TabularPredictor.predict(data: str | TabularDataset | DataFrame, model: str | None = None, as_pandas: bool = True, transform_features: bool = True, *, decision_threshold: float | None = None)[source]

Use trained models to produce predictions of label column values for new data.

Parameters:
  • data (str or TabularDataset or pd.DataFrame) – The data to make predictions for. Should contain same column names as training Dataset and follow same format (may contain extra columns that won’t be used by Predictor, including the label-column itself). If str is passed, data will be loaded using the str value as the file path.

  • model (str (optional)) – The name of the model to get predictions from. Defaults to None, which uses the highest scoring model on the validation set. Valid models are listed in this predictor by calling predictor.model_names()

  • as_pandas (bool, default = True) – Whether to return the output as a pd.Series (True) or np.ndarray (False).

  • transform_features (bool, default = True) –

    If True, preprocesses data before predicting with models. If False, skips global feature preprocessing.

    This is useful to save on inference time if you have already called data = predictor.transform_features(data).

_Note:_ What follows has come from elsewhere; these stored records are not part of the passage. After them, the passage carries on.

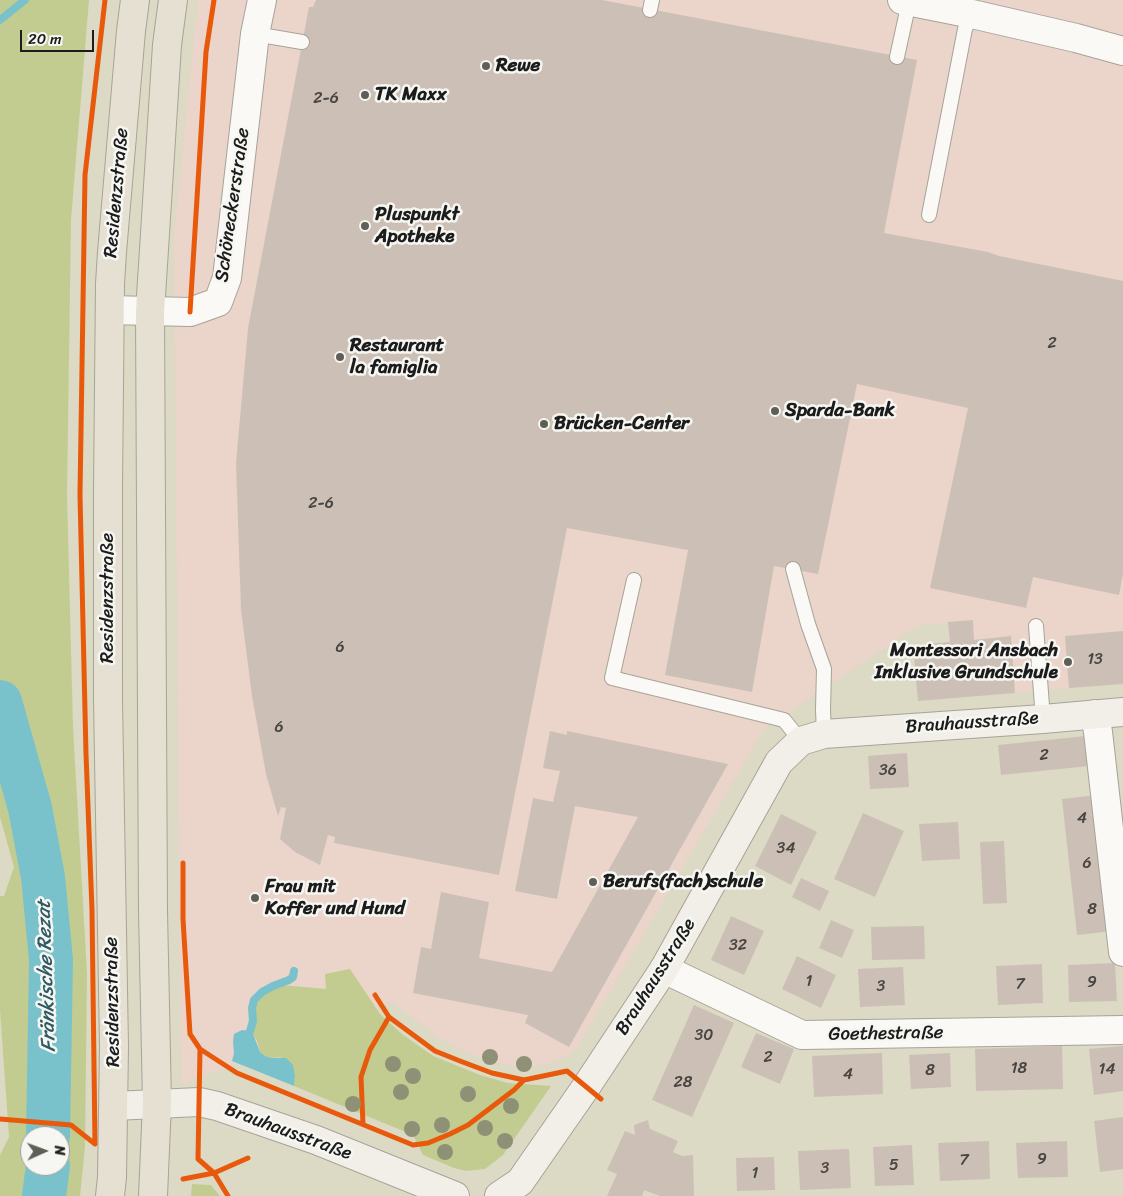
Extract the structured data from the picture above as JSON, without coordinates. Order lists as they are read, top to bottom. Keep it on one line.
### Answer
{"streets":{"main road":["Residenzstraße","Brauhausstraße"],"street":["Schöneckerstraße","Goethestraße"]},"crossings":[["Residenzstraße","Schöneckerstraße"],["Residenzstraße","Brauhausstraße"],["Brauhausstraße","Goethestraße"]],"water":["Fränkische Rezat"],"places":["Rewe","TK Maxx","Pluspunkt Apotheke","Restaurant la famiglia","Sparda-Bank","Brücken-Center","Montessori Ansbach Inklusive Grundschule","Berufs(fach)schule","Frau mit Koffer und Hund"],"house_numbers":["2-6","2","2-6","6","13","6","2","36","4","34","6","8","32","1","9","7","3","30","2","18","14","8","4","28","9","7","5","3","1"],"scale_bar":"20 m","north":"right"}
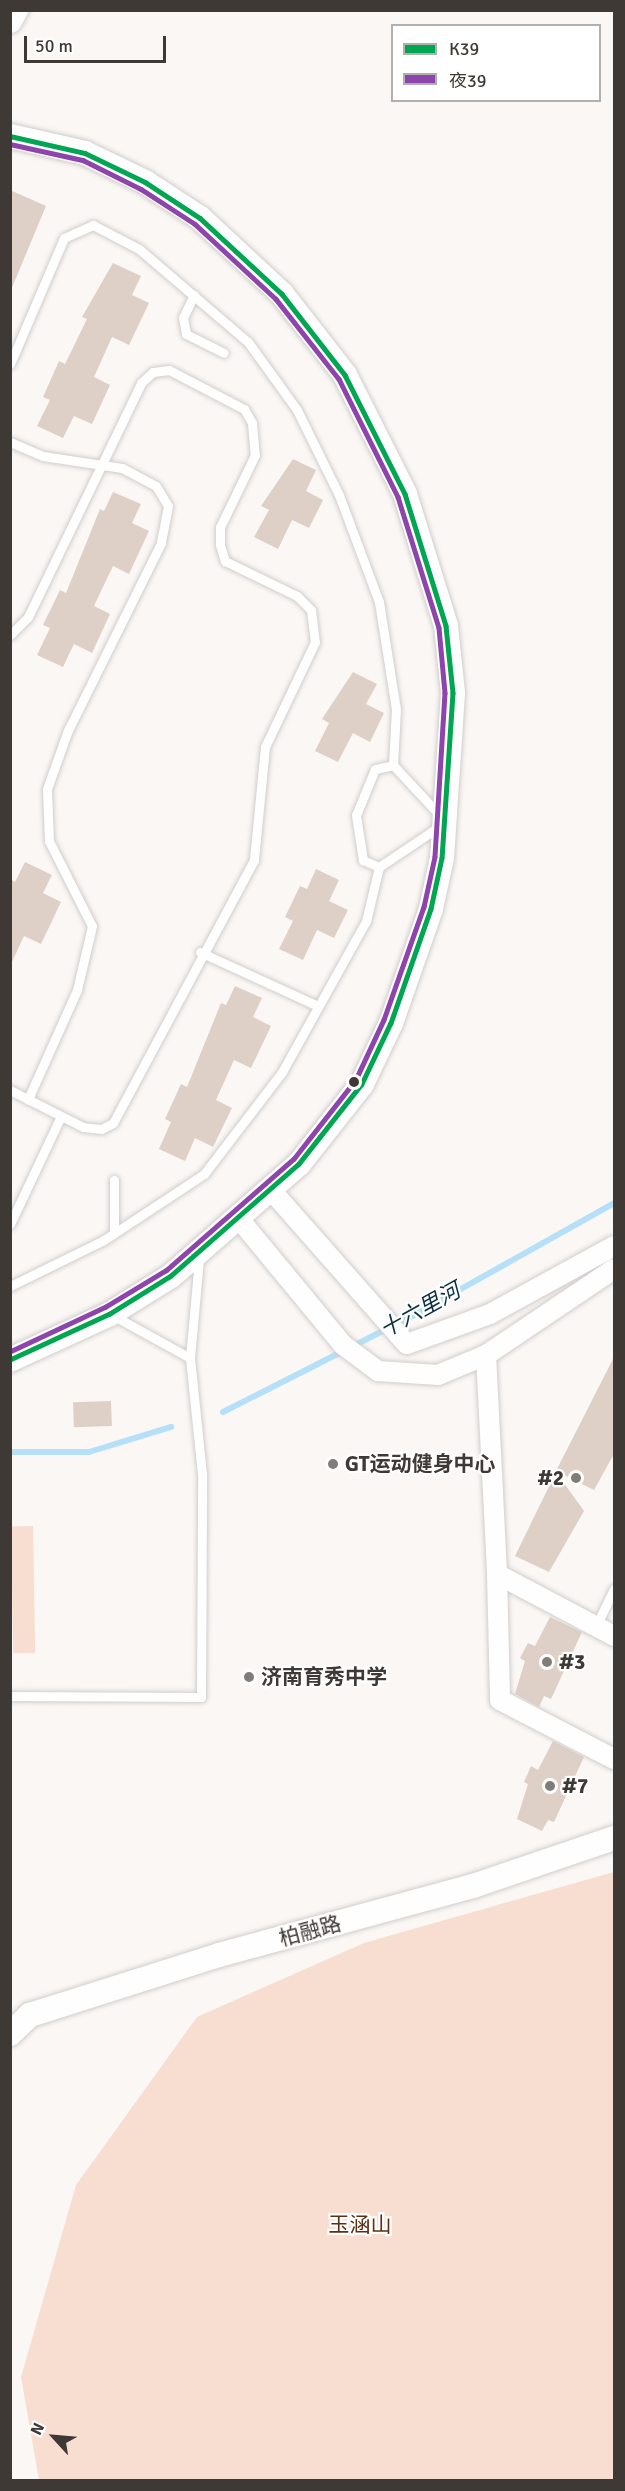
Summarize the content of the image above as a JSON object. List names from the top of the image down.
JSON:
{
  "streets": {
    "street": ["柏融路"]
  },
  "water": ["十六里河"],
  "parks": ["玉涵山"],
  "places": [
    "GT运动健身中心",
    "#2",
    "#3",
    "济南育秀中学",
    "#7"
  ],
  "lines": ["transit line K39", "transit line 夜39"],
  "legend": ["K39", "夜39"],
  "scale_bar": "50 m",
  "north": "top left"
}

  • decision_threshold (float, default = None) – The decision threshold used to convert prediction probabilities to predictions. Only relevant for binary classification, otherwise ignored. If None, defaults to predictor.decision_threshold. Valid values are in the range [0.0, 1.0] You can obtain an optimized decision_threshold by first calling predictor.calibrate_decision_threshold(). Useful to set for metrics such as balanced_accuracy and f1 as 0.5 is often not an optimal threshold. Predictions are calculated via the following logic on the positive class: 1 if pred > decision_threshold else 0

Return type:

Array of predictions, one corresponding to each row in given dataset. Either np.ndarray or pd.Series depending on as_pandas argument.